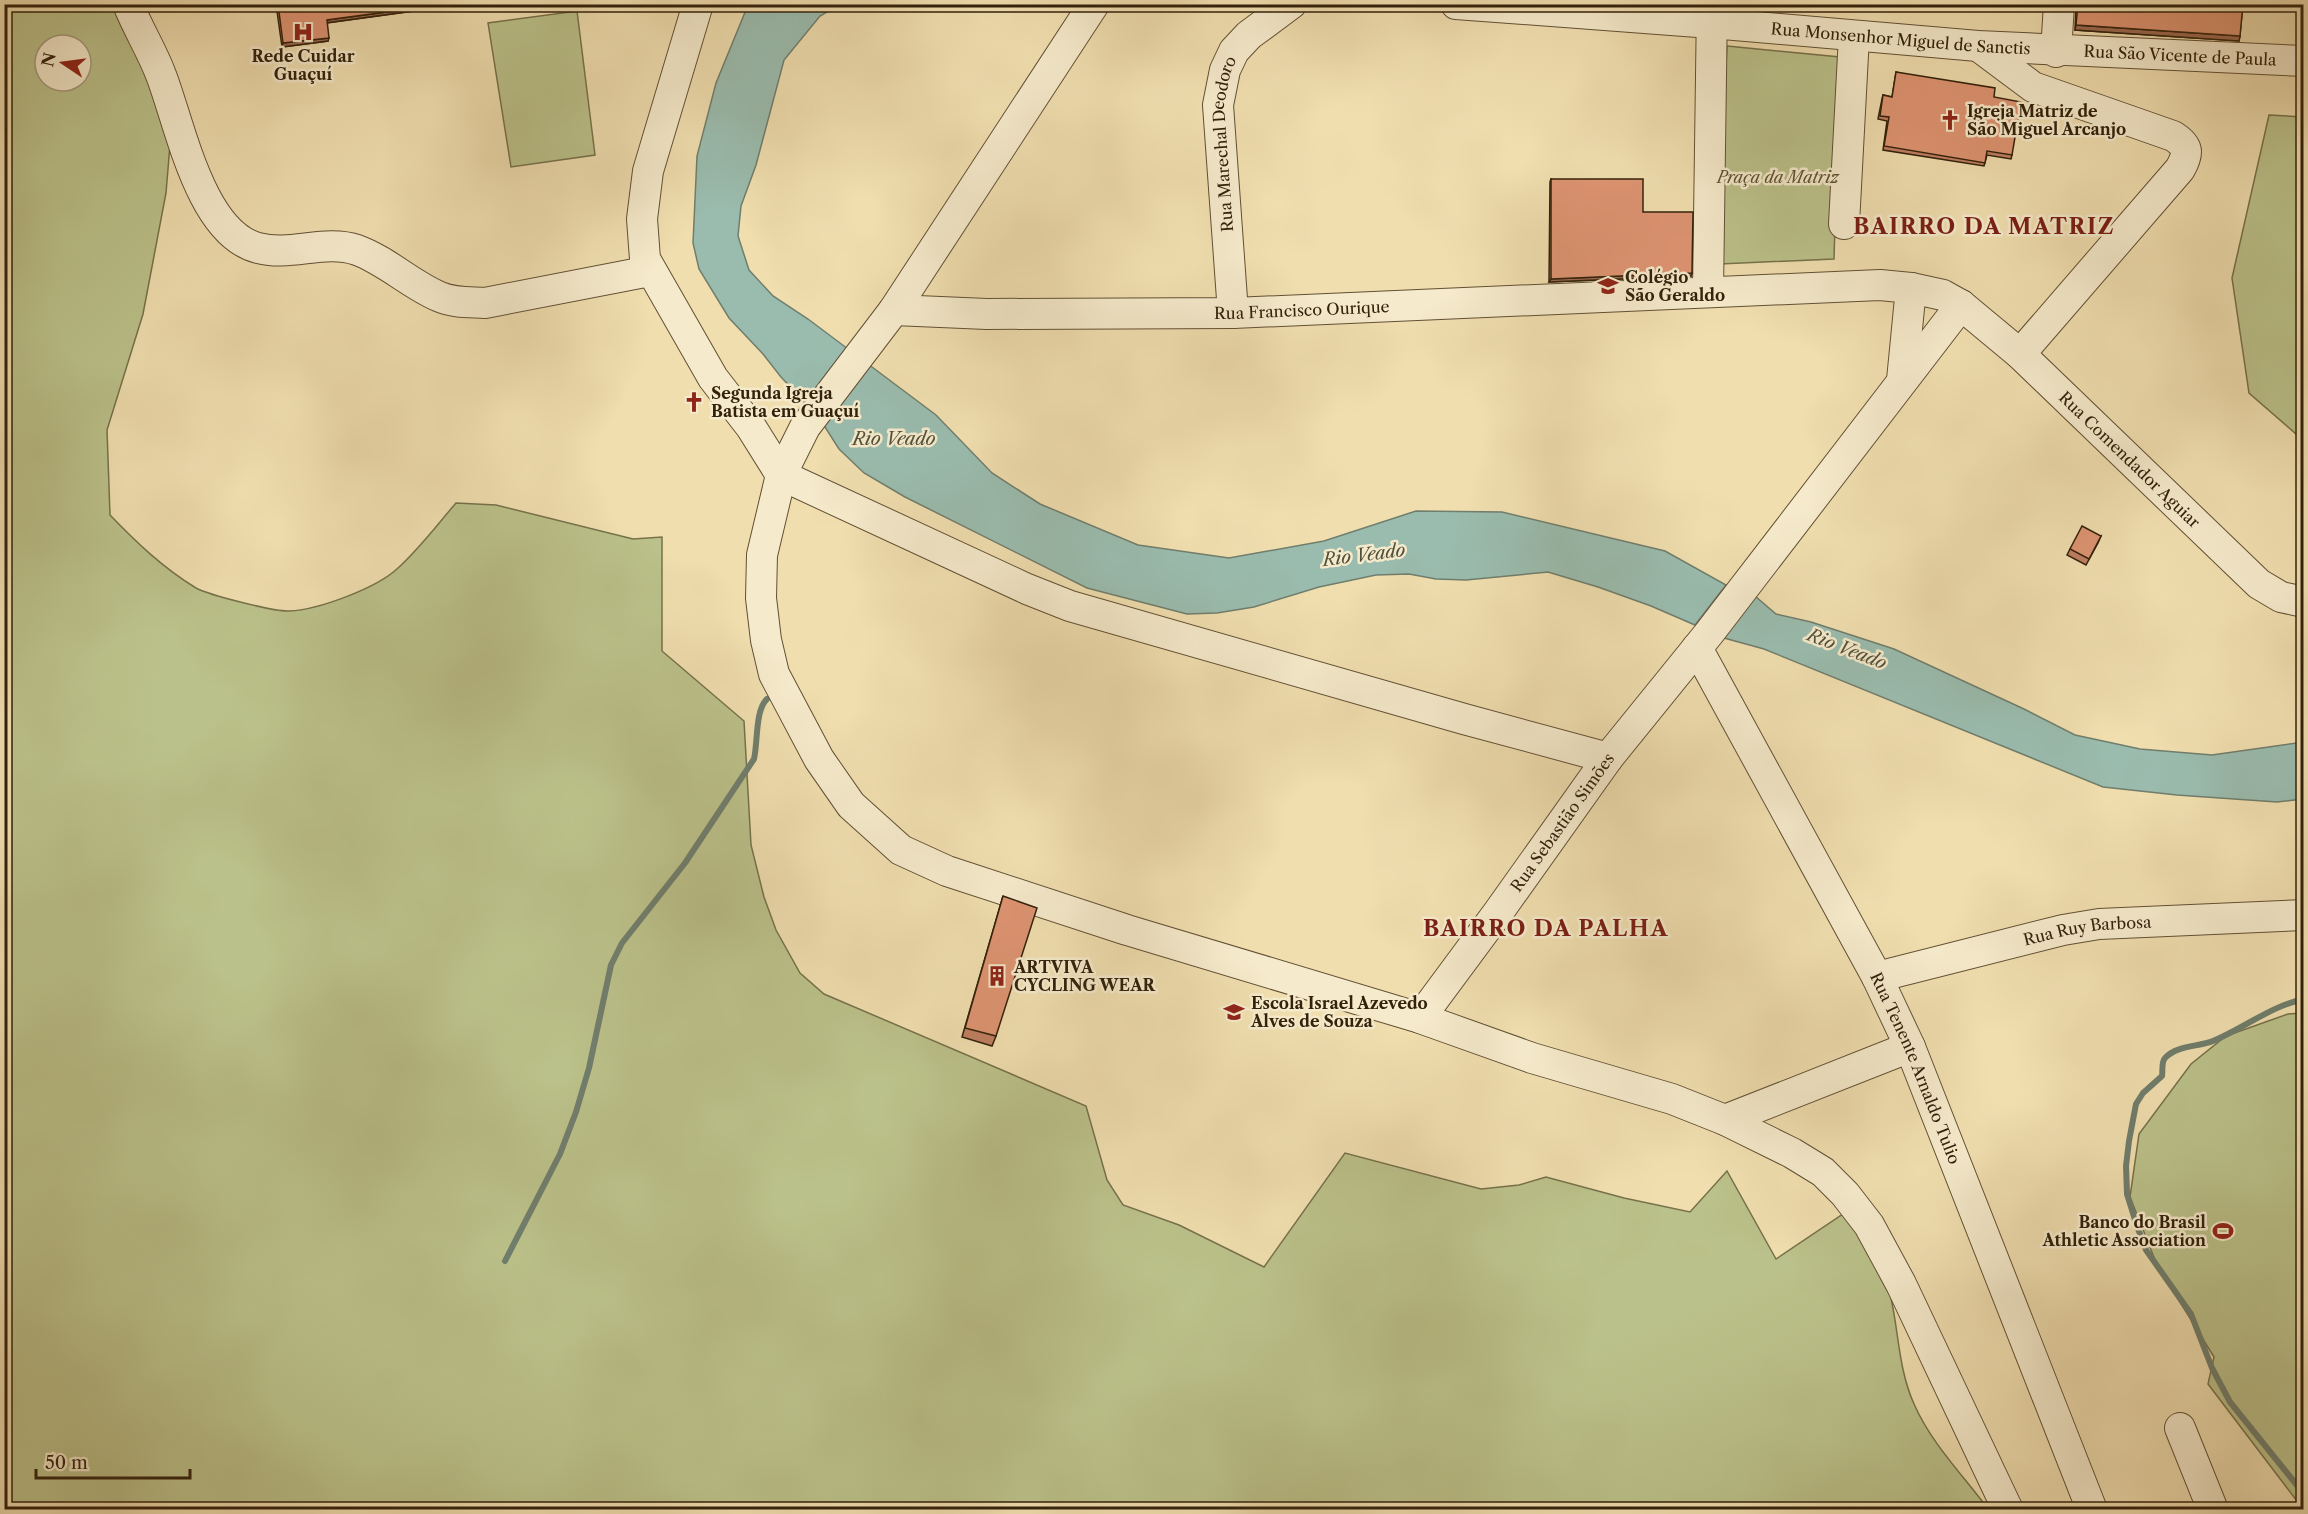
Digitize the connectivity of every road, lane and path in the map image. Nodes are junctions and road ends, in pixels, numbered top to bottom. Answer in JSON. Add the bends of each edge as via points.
{"nodes":[{"id":1,"x":128,"y":4,"type":"edge"},
{"id":2,"x":698,"y":4,"type":"edge"},
{"id":3,"x":1094,"y":4,"type":"edge"},
{"id":4,"x":1291,"y":4,"type":"edge"},
{"id":5,"x":1456,"y":4,"type":"edge"},
{"id":6,"x":2059,"y":4,"type":"edge"},
{"id":7,"x":1702,"y":13,"type":"edge"},
{"id":8,"x":1854,"y":36,"type":"junction"},
{"id":9,"x":1978,"y":46,"type":"junction"},
{"id":10,"x":2056,"y":52,"type":"junction"},
{"id":11,"x":2304,"y":62,"type":"edge"},
{"id":12,"x":1844,"y":224,"type":"dead end"},
{"id":13,"x":650,"y":271,"type":"junction"},
{"id":14,"x":1911,"y":288,"type":"junction"},
{"id":15,"x":1708,"y":292,"type":"junction"},
{"id":16,"x":1961,"y":305,"type":"junction"},
{"id":17,"x":894,"y":310,"type":"junction"},
{"id":18,"x":1233,"y":313,"type":"junction"},
{"id":19,"x":2020,"y":354,"type":"junction"},
{"id":20,"x":1902,"y":380,"type":"junction"},
{"id":21,"x":781,"y":475,"type":"junction"},
{"id":22,"x":2304,"y":602,"type":"edge"},
{"id":23,"x":1704,"y":640,"type":"junction"},
{"id":24,"x":1608,"y":758,"type":"junction"},
{"id":25,"x":2304,"y":915,"type":"edge"},
{"id":26,"x":1877,"y":976,"type":"junction"},
{"id":27,"x":1420,"y":1018,"type":"junction"},
{"id":28,"x":1910,"y":1047,"type":"junction"},
{"id":29,"x":1725,"y":1120,"type":"junction"},
{"id":30,"x":2180,"y":1428,"type":"dead end"},
{"id":31,"x":2008,"y":1509,"type":"edge"},
{"id":32,"x":2091,"y":1509,"type":"edge"},
{"id":33,"x":2212,"y":1509,"type":"edge"}],
"edges":[{"from":1,"to":13,"type":"street","via":[[159,70],[206,200],[225,227],[255,248],[351,248],[373,256],[440,297],[462,302],[485,303]]},
{"from":2,"to":13,"type":"street","via":[[648,171],[642,219],[645,259]]},
{"from":3,"to":17,"type":"street"},
{"from":4,"to":18,"type":"street","name":"Rua Marechal Deodoro","via":[[1234,51],[1225,70],[1218,105]]},
{"from":5,"to":7,"type":"street","name":"Rua Monsenhor Miguel de Sanctis"},
{"from":6,"to":10,"type":"street"},
{"from":7,"to":8,"type":"street","name":"Rua Monsenhor Miguel de Sanctis"},
{"from":7,"to":15,"type":"street"},
{"from":8,"to":9,"type":"street","name":"Rua Monsenhor Miguel de Sanctis"},
{"from":8,"to":12,"type":"street"},
{"from":9,"to":10,"type":"street","name":"Rua Monsenhor Miguel de Sanctis"},
{"from":9,"to":19,"type":"street","via":[[2033,87],[2173,136],[2183,142],[2186,150],[2180,169]]},
{"from":10,"to":11,"type":"street","name":"Rua São Vicente de Paula"},
{"from":13,"to":21,"type":"street","via":[[713,378]]},
{"from":14,"to":15,"type":"street","via":[[1880,285]]},
{"from":14,"to":16,"type":"street","name":"Rua Comendador Aguiar","via":[[1943,295]]},
{"from":14,"to":20,"type":"street"},
{"from":15,"to":18,"type":"street","name":"Rua Francisco Ourique"},
{"from":16,"to":19,"type":"street","name":"Rua Comendador Aguiar"},
{"from":16,"to":20,"type":"street","name":"Rua Sebastião Simões"},
{"from":17,"to":18,"type":"street","name":"Rua Francisco Ourique","via":[[987,314]]},
{"from":17,"to":21,"type":"street","via":[[805,427]]},
{"from":19,"to":22,"type":"street","name":"Rua Comendador Aguiar","via":[[2259,584],[2282,597]]},
{"from":20,"to":23,"type":"street","name":"Rua Sebastião Simões"},
{"from":21,"to":24,"type":"street","via":[[1070,606]]},
{"from":21,"to":27,"type":"street","via":[[762,555],[761,598],[774,674],[819,759],[851,805],[901,850],[947,871],[1060,909]]},
{"from":23,"to":24,"type":"street","name":"Rua Sebastião Simões"},
{"from":23,"to":26,"type":"street","name":"Rua Tenente Arnaldo Tulio"},
{"from":24,"to":27,"type":"street","name":"Rua Sebastião Simões"},
{"from":25,"to":26,"type":"street","name":"Rua Ruy Barbosa","via":[[2099,924]]},
{"from":26,"to":28,"type":"street","name":"Rua Tenente Arnaldo Tulio"},
{"from":27,"to":29,"type":"street","via":[[1532,1058],[1672,1099]]},
{"from":28,"to":29,"type":"street"},
{"from":28,"to":32,"type":"street","name":"Rua Tenente Arnaldo Tulio"},
{"from":29,"to":31,"type":"street","via":[[1823,1172],[1869,1225]]},
{"from":30,"to":33,"type":"street"}]}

**Exercise goal:** Among the records, find each line where the word "dead" occurs, and copy it.

**Exercise output:**
{"id":12,"x":1844,"y":224,"type":"dead end"},
{"id":30,"x":2180,"y":1428,"type":"dead end"},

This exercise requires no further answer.